Input:
● ● ● ● ● ● ●
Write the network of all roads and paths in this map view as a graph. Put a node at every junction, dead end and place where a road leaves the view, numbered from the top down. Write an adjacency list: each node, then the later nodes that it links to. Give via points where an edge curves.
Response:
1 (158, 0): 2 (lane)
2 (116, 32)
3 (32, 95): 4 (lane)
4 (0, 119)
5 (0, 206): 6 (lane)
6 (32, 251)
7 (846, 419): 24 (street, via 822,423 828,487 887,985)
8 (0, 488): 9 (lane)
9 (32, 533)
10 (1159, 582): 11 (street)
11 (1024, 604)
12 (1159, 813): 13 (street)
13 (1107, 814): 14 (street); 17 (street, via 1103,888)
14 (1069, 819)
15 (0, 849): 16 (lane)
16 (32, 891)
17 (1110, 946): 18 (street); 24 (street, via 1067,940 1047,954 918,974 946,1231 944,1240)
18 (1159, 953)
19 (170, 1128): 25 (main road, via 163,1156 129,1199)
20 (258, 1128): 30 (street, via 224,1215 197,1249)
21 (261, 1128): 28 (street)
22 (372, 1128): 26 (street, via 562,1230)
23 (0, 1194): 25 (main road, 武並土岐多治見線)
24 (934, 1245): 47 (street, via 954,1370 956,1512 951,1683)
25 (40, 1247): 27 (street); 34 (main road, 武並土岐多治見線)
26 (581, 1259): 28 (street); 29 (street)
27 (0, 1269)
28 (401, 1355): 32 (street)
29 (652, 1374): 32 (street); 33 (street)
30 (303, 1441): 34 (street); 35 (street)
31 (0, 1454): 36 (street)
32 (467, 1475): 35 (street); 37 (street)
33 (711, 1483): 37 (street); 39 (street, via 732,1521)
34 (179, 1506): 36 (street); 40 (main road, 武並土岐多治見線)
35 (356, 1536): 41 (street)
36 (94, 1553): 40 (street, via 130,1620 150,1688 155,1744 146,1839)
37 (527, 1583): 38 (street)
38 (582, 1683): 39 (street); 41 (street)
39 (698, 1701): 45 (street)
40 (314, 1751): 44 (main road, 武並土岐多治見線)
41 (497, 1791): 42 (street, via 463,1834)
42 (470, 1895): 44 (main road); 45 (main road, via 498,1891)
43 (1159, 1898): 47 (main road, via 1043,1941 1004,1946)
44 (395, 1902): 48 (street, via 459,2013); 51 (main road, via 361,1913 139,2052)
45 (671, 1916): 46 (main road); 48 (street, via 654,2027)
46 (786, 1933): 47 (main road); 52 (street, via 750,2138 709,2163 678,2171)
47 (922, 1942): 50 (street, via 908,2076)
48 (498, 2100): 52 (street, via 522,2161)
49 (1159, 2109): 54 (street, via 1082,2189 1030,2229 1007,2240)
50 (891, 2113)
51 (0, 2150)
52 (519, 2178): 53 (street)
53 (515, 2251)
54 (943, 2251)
● ● ● ● ● ● ●
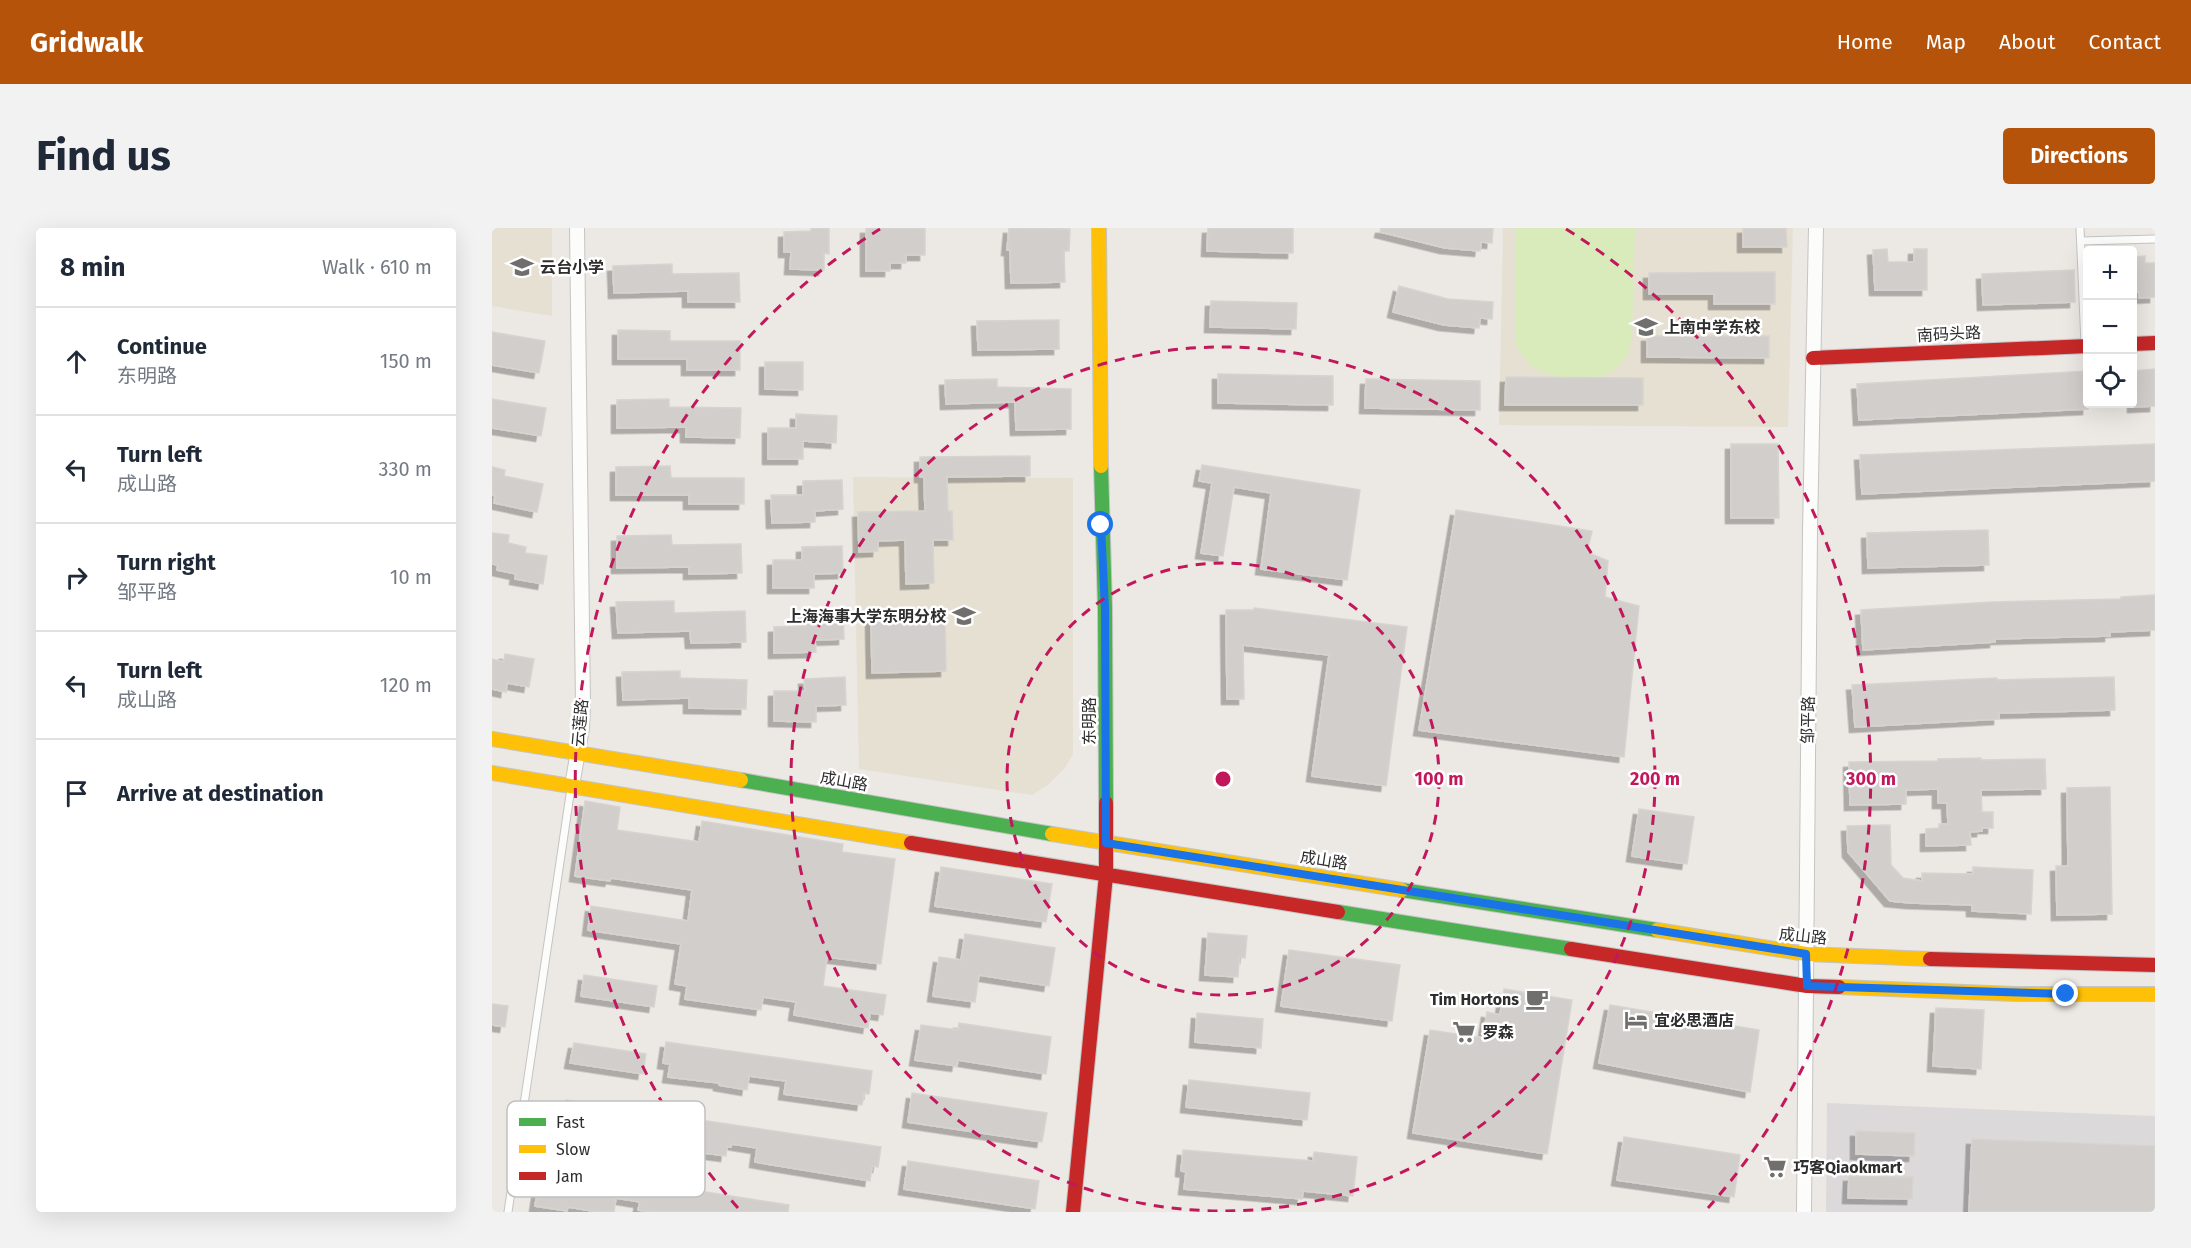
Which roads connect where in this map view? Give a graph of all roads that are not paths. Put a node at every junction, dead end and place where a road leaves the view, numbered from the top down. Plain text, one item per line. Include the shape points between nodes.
● ● ● ● ● ● ●
What is required:
Find "this" in the data above. Report each line where it appears.

Solution to the exercise:
Write the network of all roads and paths in this map view as a graph. Put a node at every junction, dead end and place where a road leaves the view, numbered from the top down. Write an adjacency list: each node, then the later nodes that it links to. Give via points where an edge curves.
Which roads connect where in this map view? Give a graph of all roads that are not paths. Put a node at every junction, dead end and place where a road leaves the view, numbered from the top down. Plain text, one item per line. Include the shape points between nodes.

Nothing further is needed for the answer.